Monday, July 6, 2009

More Richard Conte

I mentioned Richard Conte a few days ago as the Nazi spy in 13 Rue Madeleine. He's appearing again on the Fox Movie Channel in the crime drama Cry of the City, at 6:00 AM ET July 7.

Conte stars as Martin Rome, a hoodlum from Little Italy who's constantly on the wrong side of the law. He's currently in a hospital prison ward, having been wounded in a gunfight during which he killed a police officer -- which the police think is the worst possible crime you can commit. One of the police detectives, Lt. Candella (Victor Mature), suspects that Rome is involved in another crime, a jewel robbery that ended in murder, and spends the entire movie trying to figure out Rome's role in that crime. It seems as though Candella may have some information from Rome's lawyer, and Marty fears that this information is going to implicate one of his many past girlfriends. In a panic, Marty escapes from the prison ward, and gets his current girlfriend (Shelley Winters) to ferry him around the city in search of a doctor who will treat him without reporting the gunshot wound....

Truth be told, most of the plot is beside the point, as the story is more about the characters, and stock characters abound here: the boy who grew up to be a cop; his friend who ended up on the wrong side of the law; the kid brother who idolizes his hoodlum brother; the Stereotypical Italian Mother; and various femmes fatales. In addition to Winters, there's Debra Paget, and; as a criminal accomplice running a massage parlor as a front, Hope Emerson.

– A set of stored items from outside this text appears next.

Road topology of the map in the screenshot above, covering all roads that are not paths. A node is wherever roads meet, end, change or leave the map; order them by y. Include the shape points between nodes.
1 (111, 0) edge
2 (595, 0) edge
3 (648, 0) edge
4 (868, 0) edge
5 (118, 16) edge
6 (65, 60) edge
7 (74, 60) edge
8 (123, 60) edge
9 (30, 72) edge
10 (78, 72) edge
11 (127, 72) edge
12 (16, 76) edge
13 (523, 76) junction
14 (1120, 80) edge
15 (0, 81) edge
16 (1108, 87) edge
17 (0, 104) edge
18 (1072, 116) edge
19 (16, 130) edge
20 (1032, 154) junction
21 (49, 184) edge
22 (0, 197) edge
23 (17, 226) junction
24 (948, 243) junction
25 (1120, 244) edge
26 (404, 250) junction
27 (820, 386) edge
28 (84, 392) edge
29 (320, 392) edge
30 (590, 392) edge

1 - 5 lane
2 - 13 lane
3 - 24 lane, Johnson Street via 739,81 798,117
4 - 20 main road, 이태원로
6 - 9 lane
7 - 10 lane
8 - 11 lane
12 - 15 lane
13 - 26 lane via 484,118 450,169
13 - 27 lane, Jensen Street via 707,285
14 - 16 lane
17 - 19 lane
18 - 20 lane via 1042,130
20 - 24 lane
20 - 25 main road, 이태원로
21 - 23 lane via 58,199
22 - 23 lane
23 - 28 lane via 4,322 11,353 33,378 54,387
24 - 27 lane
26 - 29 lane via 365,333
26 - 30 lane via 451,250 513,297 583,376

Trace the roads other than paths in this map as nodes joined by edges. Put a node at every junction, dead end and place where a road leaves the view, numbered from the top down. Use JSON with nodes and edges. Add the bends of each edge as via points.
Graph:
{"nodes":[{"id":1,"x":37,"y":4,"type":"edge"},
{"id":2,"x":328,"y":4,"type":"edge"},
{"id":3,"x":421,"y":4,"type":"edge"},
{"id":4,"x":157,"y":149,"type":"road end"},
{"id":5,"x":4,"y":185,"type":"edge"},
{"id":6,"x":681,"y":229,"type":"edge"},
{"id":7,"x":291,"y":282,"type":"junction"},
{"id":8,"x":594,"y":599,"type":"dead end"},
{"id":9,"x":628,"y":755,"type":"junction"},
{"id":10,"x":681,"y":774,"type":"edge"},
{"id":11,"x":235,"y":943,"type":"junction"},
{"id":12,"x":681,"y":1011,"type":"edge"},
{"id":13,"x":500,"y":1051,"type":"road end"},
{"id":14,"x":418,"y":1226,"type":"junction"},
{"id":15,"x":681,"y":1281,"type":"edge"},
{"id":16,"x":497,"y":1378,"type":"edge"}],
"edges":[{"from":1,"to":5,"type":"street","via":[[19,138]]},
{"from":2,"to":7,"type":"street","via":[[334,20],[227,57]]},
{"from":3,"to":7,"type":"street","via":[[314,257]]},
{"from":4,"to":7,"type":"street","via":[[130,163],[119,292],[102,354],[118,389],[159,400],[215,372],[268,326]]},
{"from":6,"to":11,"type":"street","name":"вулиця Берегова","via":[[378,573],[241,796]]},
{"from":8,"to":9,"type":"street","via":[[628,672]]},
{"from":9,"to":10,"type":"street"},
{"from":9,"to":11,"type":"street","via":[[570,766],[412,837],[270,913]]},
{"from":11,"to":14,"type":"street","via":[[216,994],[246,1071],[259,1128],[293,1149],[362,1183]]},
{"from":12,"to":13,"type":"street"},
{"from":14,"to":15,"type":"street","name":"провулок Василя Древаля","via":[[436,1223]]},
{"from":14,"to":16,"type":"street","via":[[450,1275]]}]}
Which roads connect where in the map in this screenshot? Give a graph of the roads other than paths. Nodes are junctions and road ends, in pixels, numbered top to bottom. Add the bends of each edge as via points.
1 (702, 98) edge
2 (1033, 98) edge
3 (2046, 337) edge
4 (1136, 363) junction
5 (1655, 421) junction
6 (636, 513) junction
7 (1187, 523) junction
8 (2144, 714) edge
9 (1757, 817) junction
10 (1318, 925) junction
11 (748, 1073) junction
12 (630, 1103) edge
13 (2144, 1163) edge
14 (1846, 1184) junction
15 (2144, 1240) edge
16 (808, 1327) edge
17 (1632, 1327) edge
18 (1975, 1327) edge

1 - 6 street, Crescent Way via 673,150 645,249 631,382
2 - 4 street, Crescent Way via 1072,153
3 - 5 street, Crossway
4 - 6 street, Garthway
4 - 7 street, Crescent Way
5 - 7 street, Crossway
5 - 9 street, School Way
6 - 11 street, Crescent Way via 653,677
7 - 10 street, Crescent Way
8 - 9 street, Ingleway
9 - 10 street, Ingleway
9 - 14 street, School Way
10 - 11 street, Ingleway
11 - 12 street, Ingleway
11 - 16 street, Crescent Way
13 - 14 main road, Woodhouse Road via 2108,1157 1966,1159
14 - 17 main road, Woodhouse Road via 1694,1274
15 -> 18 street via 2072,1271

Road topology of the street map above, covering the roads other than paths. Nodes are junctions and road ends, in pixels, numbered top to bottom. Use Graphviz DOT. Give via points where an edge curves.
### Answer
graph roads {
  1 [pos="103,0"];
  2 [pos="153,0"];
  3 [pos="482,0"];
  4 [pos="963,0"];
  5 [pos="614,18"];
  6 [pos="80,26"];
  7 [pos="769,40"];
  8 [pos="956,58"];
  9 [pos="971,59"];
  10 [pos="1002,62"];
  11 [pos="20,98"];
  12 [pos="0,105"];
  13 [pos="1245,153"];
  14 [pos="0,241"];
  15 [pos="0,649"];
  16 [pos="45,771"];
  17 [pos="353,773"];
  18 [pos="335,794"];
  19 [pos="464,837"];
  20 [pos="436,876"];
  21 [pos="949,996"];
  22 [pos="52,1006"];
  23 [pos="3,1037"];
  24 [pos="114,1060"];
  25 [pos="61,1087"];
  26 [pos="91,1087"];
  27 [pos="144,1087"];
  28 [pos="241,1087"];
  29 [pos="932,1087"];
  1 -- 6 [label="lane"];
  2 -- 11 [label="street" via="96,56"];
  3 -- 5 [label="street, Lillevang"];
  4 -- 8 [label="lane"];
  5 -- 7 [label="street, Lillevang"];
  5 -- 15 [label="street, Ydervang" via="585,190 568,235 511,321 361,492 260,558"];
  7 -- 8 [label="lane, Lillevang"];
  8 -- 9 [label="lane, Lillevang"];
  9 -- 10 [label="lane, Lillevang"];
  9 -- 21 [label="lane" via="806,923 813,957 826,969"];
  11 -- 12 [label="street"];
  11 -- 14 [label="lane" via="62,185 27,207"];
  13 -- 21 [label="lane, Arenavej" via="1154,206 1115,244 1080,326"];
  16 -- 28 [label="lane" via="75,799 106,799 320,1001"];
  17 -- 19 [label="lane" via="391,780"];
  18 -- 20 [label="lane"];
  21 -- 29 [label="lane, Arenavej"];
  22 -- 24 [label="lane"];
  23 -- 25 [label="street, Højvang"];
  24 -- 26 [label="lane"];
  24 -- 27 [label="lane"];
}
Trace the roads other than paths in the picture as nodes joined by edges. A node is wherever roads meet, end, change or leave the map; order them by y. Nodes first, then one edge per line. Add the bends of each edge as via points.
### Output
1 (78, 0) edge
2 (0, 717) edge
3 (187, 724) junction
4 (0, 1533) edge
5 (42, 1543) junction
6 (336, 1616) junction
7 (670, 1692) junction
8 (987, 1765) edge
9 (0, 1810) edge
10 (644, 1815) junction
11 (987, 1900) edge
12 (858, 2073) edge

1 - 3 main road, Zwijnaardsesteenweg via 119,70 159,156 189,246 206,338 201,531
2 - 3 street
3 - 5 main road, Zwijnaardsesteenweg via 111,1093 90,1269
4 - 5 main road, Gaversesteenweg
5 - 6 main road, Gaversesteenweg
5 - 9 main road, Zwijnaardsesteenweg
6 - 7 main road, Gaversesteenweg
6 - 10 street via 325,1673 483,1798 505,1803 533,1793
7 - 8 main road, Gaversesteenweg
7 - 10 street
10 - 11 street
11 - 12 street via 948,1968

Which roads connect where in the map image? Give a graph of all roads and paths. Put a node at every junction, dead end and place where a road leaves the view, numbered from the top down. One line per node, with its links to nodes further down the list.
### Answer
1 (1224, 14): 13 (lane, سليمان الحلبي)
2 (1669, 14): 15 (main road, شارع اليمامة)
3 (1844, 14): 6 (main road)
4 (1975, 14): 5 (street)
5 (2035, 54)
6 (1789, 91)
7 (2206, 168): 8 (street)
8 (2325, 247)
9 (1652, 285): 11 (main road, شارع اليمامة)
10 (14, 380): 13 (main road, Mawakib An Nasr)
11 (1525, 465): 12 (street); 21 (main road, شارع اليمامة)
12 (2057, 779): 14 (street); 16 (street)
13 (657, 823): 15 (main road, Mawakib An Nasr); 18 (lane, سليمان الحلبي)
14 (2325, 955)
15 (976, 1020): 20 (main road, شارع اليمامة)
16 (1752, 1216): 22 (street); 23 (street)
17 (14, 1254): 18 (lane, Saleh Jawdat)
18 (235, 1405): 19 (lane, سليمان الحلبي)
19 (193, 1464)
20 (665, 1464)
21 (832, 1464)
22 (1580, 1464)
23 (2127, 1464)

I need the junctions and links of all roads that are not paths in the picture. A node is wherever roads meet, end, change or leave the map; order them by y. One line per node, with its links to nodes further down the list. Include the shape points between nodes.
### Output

All of the performances are good (especially the underrated Hope Emerson), but the story is a bit too by-the-numbers to be a truly great movie. Fox released this in 1948. In the years just after World War II, while MGM were turning out light fare like Freed Unit musicals to try to get America to forget the dark days of the war that was over, Fox was making a lot of more realistic movies, along the lines of what Warner Brothers had done in the early 1930s. I've mentioned all those Fox docudramas before, but there were also movies tackling the new social problems of the day like Gentleman's Agreement and No Way Out. Cry of the City is competent, but unfortunately gets lost in a sea of superior product from the same studio.

That isn't to say that Cry of the City isn't worth seeing. It's well worth a view. It hasn't been released to DVD in the US, either, so you'll either have to catch it on the Fox Movie Channel tomorrow, or find a DVD from abroad.